**DIRECTIONS FOR THIS TASK:** Write the records out exactly as shown. No pictures.

*** Opening SUPPLIED RECORDS ***

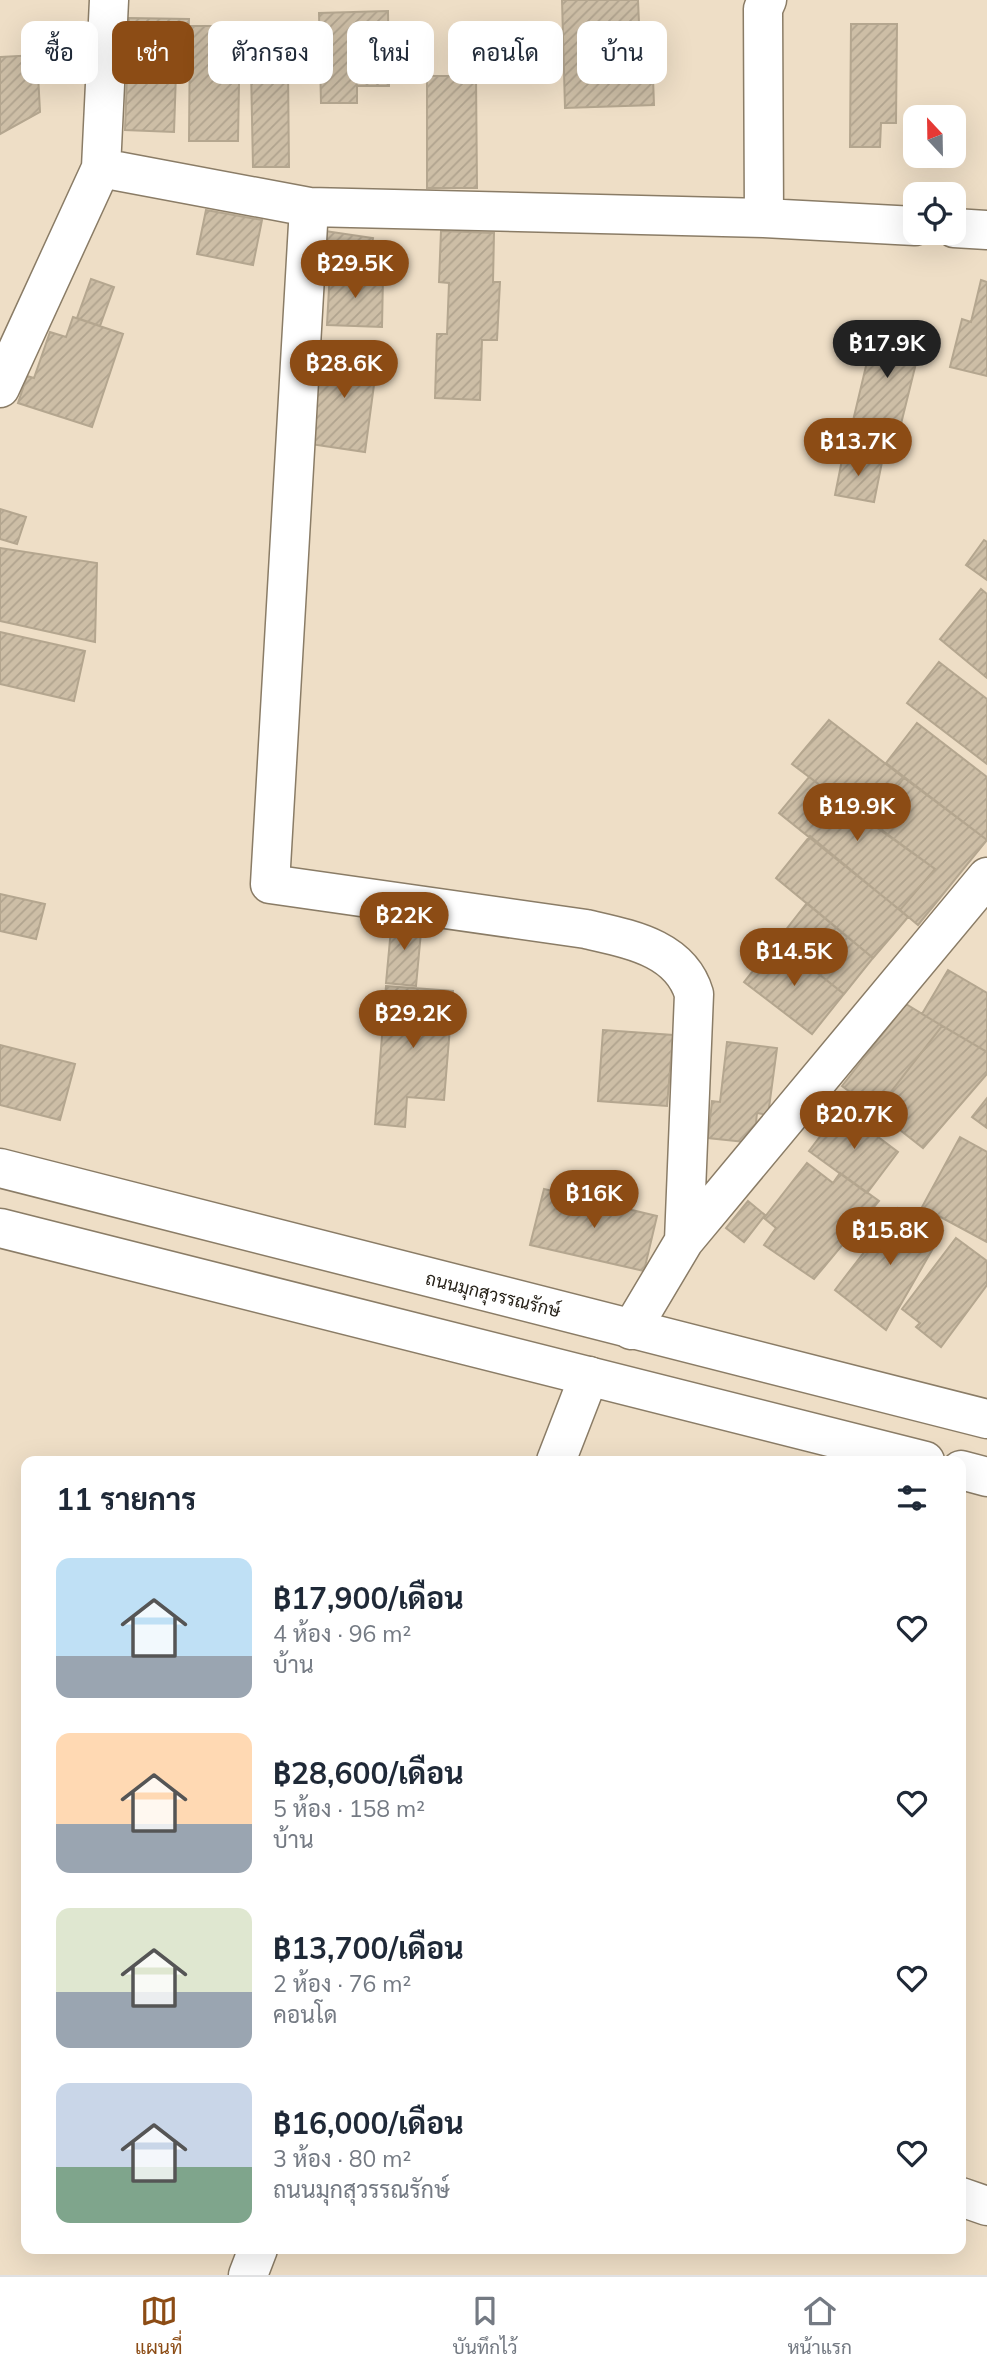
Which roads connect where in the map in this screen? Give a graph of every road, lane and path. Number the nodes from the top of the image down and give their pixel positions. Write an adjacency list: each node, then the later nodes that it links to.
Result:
1 (109, 0): 3 (street)
2 (766, 0): 5 (street)
3 (101, 168): 4 (street); 9 (street)
4 (309, 207): 5 (street); 13 (street)
5 (764, 218): 6 (street)
6 (903, 225)
7 (966, 228): 8 (street)
8 (987, 229)
9 (0, 388)
10 (987, 877): 13 (street)
11 (0, 1168): 14 (street, ถนนมุกสุวรรณรักษ์)
12 (0, 1228): 16 (street)
13 (684, 1241): 14 (street)
14 (631, 1330): 15 (street, ถนนมุกสุวรรณรักษ์)
15 (747, 1360): 17 (street); 18 (street, ถนนมุกสุวรรณรักษ์)
16 (589, 1376): 17 (street); 19 (street)
17 (735, 1413): 20 (street)
18 (987, 1419)
19 (558, 1456)
20 (905, 1456)
21 (966, 1472): 22 (street)
22 (987, 1477)
23 (966, 2199): 24 (street)
24 (987, 2206)
25 (256, 2254): 26 (street)
26 (248, 2275)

*** Closing SUPPLIED RECORDS ***

**THE ANSWER:**
Which roads connect where in the map in this screen? Give a graph of every road, lane and path. Number the nodes from the top of the image down and give their pixel positions. Write an adjacency list: each node, then the later nodes that it links to.
Result:
1 (109, 0): 3 (street)
2 (766, 0): 5 (street)
3 (101, 168): 4 (street); 9 (street)
4 (309, 207): 5 (street); 13 (street)
5 (764, 218): 6 (street)
6 (903, 225)
7 (966, 228): 8 (street)
8 (987, 229)
9 (0, 388)
10 (987, 877): 13 (street)
11 (0, 1168): 14 (street, ถนนมุกสุวรรณรักษ์)
12 (0, 1228): 16 (street)
13 (684, 1241): 14 (street)
14 (631, 1330): 15 (street, ถนนมุกสุวรรณรักษ์)
15 (747, 1360): 17 (street); 18 (street, ถนนมุกสุวรรณรักษ์)
16 (589, 1376): 17 (street); 19 (street)
17 (735, 1413): 20 (street)
18 (987, 1419)
19 (558, 1456)
20 (905, 1456)
21 (966, 1472): 22 (street)
22 (987, 1477)
23 (966, 2199): 24 (street)
24 (987, 2206)
25 (256, 2254): 26 (street)
26 (248, 2275)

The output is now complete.